Mystical Word is a weekly reflection on the Sunday Gospel reading by L.J. Milone, Director of Faith Formation, Cathedral of St. Matthew the Apostle
Mystical Word is a weekly reflection on the Sunday Gospel reading by L.J. Milone, Director of Faith Formation, Cathedral of St. Matthew the Apostle
Epiphany, an Inner Experience
L.J. shares a reflection on his Sunday's reading from the Gospel according to Matthew.
We can get to the heart of the feast of Epiphany through the conversion of St. Paul. The heart of this feast has to do with the authority of our inner experience.
Epiphany and Conversion
The Epiphany is a showing of God in the newborn Jesus. This is what the word “epiphany” means. It is a manifestation of Christ to all peoples as represented by the wise men or magi. Now, I believe we can get to the core of this mystery by reflecting on a feast to which we may not often advert. I am referring to a feast we celebrate later this month, January 25 to be exact. It is the feast of the Conversion of St. Paul, which is the only conversion we celebrate in our liturgical calendar. St. Paul’s conversion is an epiphany – a showing of God in his own being and in the being of the followers of Jesus.
The Conversion of St. Paul
Paul describes his conversion in the Letter to the Galatians. St. Luke describes this conversion three times in the Acts of the Apostles. It is a pivotal moment in the life of the early church. Indeed, Paul’s conversion is a model for all conversions. So, let us reflect on some key lines from Galatians and Acts of the Apostles.
St. Paul tells us: “God…was pleased to reveal his Son in me” (Galatians 1:13) Paul experienced Jesus as a revelation of God in his own being.
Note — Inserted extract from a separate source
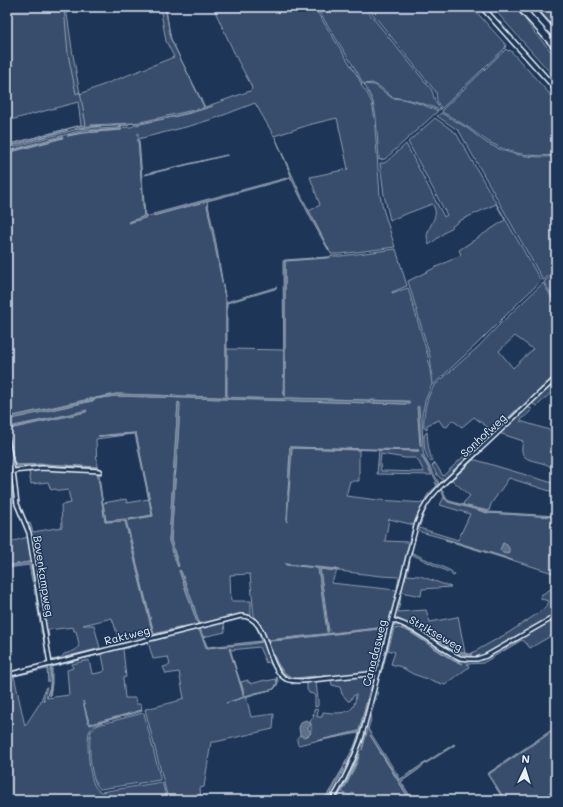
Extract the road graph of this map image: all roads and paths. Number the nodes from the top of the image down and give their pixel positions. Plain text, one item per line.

It was an awakening, a pulling back of the veil that covers all things to unveil the inherent unity of God and all things. The name we give this unity is “Christ.” D.H. Lawrence writes, “The world fears a new experience more than it fears anything. Because a new experience displaces so many old experiences. And it is like trying to use muscles that have perhaps never been used, or that have been going stiff for ages. It hurts horribly. The world doesn't fear a new idea. It can pigeon-hole any idea. But it can't pigeon-hole a real new experience. It can only dodge.” St. Paul has a radically new experience, one that fundamentally alters his perception, his way of living, and his very core. This experience is what drives him to spread the Gospel. It is what gives him such conviction and joy. He knows, beyond all ways of normal knowing, that God is one with all of us. And, as D.H. Lawrence says, we are still trying to dodge this earth-shattering experience.
Thus, St. Paul is a mystic; he has an experience, an ongoing experience, of the Transcendent One. This experience, true to its mystical character, is paradoxical. “A light from the sky suddenly flashed around him. He fell to the ground” (Acts 9:3-4) This line refers to the fact that Paul has a transcendent experience and it humbles him. He falls down; his weakness and sinfulness dawn on him in the light of Christ. “[He] heard a voice saying to him, ‘Saul, Saul, why are you persecuting me?’” (Acts 9:4) Here we recall that Paul was Saul and Saul was persecuting Jesus’ early followers. But Jesus does not separate his followers from himself. This is the unity of Christ: the oneness of God with all and, specifically, of Jesus Christ with his Body, his followers.
Later in the Acts of the Apostles, St. Luke adds an interesting line: “I heard a voice saying to me in Hebrew, ‘Saul, Saul, why are you persecuting me? It is hard for you to kick against the goad.’” (Acts 26:14) The goad was used in farming to guide an animal; when an animal kicked against the goad the animal would doubly hurt itself. This phrase refers to a person being their own worst enemy. Jesus says to Paul: “By fanatically persecuting my followers, you are hurting yourself; your resistance is hurting you, and then you are forcing your pain onto others.” We dodge the experience of Christ, God’s unity with all things, by our chronic tendency towards egocentricity. We think of ourselves first, and apart from others and God. This is our major problem: we think we are separate. But St. Paul knows better.
“I did not immediately consult flesh and blood, nor did I go up to Jerusalem to those who were apostles before me; rather, I went into Arabia and then returned to Damascus.” (Galatians 1:17) Paul testifies to the authority of mystical experience. He is neither a priest nor an appointed leader of any kind. He is simply a man who has experienced the Risen Jesus. He bases his authority on his experience of the Transcendent One in the Risen Jesus. He experiences God calling him at the same time. And this call is legitimized insofar as his experience compels him to share the experience. Election is true when one feels the need to share the experience of Christ – divine unity – with all people.
The core of Epiphany, then, rests on the transformative experience of God’s unity with all things. When we see this reality, we are participating in the Epiphany. We become mystics for we are seeing and enjoying the divine life, our freedom and our joy.